Prison Programs Take Innovative Approach To Reducing Recidivism

The ignored conversation is not about prison programs that can rehabilitate and reintegrate offenders back into society; it is about why state governments, especially California, are not acting. There are hundreds of ideas, programs, and policies known to save lives and families, reduce recidvisim, increase community safety, and reduce the enormous taxpayer burdens of the prison system ($250,000 per inmate per year in California). Like so many other important public policy issues, prison reform and rethinking the entire criminal justice system has become politicized and polarized. Too many jobs are now at stake to think about reducing prisoner populations. Too many politicians are dependent upon "Tough on Crime" or "Endorsed by the Deputy Sheriffs' Association" for re-election. As a result, anyone who questions the current policies and asks for a civil public conversation is marginalized as a left wing liberal wacko with no common sense. Ad hominem attack, rather than considered discourse, is the preferred method of dealing with intelligent, thoughtful discourse.
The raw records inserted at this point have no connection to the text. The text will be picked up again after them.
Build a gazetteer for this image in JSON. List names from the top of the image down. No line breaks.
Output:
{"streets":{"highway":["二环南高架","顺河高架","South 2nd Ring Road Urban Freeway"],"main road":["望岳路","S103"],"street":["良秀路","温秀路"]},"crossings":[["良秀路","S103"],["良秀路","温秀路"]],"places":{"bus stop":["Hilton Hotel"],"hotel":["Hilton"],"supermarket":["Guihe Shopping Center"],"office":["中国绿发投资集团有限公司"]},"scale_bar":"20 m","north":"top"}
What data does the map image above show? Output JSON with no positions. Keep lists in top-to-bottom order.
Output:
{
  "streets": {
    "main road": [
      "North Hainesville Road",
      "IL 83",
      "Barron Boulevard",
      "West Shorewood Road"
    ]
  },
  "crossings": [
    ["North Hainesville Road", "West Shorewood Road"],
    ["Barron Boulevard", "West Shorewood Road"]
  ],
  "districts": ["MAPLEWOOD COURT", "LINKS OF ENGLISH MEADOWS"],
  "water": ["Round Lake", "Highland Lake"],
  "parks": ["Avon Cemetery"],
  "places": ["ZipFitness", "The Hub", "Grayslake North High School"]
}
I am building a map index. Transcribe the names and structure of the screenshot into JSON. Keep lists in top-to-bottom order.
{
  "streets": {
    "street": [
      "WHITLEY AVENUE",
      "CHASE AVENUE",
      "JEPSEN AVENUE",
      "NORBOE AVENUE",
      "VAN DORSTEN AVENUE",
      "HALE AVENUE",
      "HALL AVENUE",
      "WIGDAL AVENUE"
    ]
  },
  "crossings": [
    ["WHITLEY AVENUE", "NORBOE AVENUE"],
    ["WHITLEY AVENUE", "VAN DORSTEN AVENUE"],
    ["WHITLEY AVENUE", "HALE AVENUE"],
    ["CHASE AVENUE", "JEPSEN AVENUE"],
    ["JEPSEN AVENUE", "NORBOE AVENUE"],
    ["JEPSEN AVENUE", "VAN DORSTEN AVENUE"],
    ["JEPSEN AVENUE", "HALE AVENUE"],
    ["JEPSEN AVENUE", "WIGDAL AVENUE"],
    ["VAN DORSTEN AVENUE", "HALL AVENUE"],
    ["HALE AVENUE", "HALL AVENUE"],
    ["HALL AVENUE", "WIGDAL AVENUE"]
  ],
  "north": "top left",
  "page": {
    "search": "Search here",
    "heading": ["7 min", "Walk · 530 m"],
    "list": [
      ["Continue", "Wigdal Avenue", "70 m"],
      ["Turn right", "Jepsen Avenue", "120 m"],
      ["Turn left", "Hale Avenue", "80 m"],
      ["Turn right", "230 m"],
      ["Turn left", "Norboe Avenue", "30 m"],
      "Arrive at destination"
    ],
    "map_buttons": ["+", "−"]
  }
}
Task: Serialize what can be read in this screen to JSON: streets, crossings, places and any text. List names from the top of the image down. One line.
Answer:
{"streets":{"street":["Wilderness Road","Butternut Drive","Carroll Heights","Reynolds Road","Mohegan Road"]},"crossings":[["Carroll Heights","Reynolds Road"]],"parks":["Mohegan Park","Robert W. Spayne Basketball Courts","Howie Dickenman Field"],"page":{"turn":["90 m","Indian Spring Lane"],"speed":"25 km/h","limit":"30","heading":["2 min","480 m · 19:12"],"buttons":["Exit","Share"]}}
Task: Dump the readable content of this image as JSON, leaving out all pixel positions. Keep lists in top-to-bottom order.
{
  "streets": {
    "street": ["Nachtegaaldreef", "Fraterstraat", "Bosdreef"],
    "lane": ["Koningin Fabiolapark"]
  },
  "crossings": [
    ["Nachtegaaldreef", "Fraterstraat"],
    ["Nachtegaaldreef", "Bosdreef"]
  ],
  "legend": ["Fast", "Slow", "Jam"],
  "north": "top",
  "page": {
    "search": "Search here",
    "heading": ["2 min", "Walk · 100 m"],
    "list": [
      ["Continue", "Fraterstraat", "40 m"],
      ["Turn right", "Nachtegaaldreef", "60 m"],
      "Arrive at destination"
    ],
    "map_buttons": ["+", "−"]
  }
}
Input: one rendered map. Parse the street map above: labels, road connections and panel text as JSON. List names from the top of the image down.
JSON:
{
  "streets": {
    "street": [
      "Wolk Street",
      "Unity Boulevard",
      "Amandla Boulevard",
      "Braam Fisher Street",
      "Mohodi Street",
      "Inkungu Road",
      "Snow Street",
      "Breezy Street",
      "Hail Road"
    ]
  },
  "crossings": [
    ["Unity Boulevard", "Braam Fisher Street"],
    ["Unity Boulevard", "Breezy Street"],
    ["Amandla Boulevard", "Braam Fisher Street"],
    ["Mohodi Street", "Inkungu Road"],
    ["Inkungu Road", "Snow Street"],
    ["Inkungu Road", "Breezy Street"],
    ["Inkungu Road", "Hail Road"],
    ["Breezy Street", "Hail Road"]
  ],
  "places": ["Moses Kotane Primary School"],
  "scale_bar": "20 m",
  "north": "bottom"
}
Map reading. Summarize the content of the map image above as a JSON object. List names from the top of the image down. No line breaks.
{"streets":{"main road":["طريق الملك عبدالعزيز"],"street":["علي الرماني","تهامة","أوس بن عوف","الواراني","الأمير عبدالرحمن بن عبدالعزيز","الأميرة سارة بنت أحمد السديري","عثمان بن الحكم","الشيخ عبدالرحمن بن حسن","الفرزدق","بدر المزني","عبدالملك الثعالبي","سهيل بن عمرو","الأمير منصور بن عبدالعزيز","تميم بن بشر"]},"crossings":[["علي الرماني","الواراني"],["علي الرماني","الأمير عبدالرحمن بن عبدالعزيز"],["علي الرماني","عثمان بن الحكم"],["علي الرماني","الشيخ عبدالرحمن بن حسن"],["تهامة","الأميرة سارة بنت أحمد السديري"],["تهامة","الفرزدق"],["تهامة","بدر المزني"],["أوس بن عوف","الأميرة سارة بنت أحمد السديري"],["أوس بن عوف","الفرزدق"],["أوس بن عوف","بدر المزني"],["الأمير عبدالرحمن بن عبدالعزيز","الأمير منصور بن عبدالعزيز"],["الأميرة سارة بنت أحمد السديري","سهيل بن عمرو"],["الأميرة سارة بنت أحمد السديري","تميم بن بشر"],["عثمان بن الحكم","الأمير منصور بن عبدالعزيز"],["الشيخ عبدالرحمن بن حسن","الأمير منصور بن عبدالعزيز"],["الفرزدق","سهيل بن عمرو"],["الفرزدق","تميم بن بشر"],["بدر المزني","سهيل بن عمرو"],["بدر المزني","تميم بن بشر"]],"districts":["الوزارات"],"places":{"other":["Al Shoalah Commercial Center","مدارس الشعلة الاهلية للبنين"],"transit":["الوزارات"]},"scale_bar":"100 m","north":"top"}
The solution is education and awareness. How long do even the most conservative anti-tax partisans want to fund a failed system that trades off education dollars for children for imagined safety, "justice," and "vengeance?" When will the media step up and stop using crime as cheap news fillers on the 5:00 pm news and the metro section of the local paper? When these shifts start, perhaps we will see the ignored conversation become the important conversation of social change.
Read the Article at HuffingtonPost

1 Comments:

At December 11, 2009 at 6:31 AM , Blogger Unknown said...

If you would like to see forward thinking go to poeticjusticeproject.org. The facts is 95% of California prisoners WILL be released. Less than 40% have access to treatment and or education programs. CDC gives them $200 and send them back to the county where they got in trouble. eedless to say, more than 7 out of 10 are back in prison within 1-year.

The woman who started PJP, I think has tremendous vision. Thanks for writing on this topic.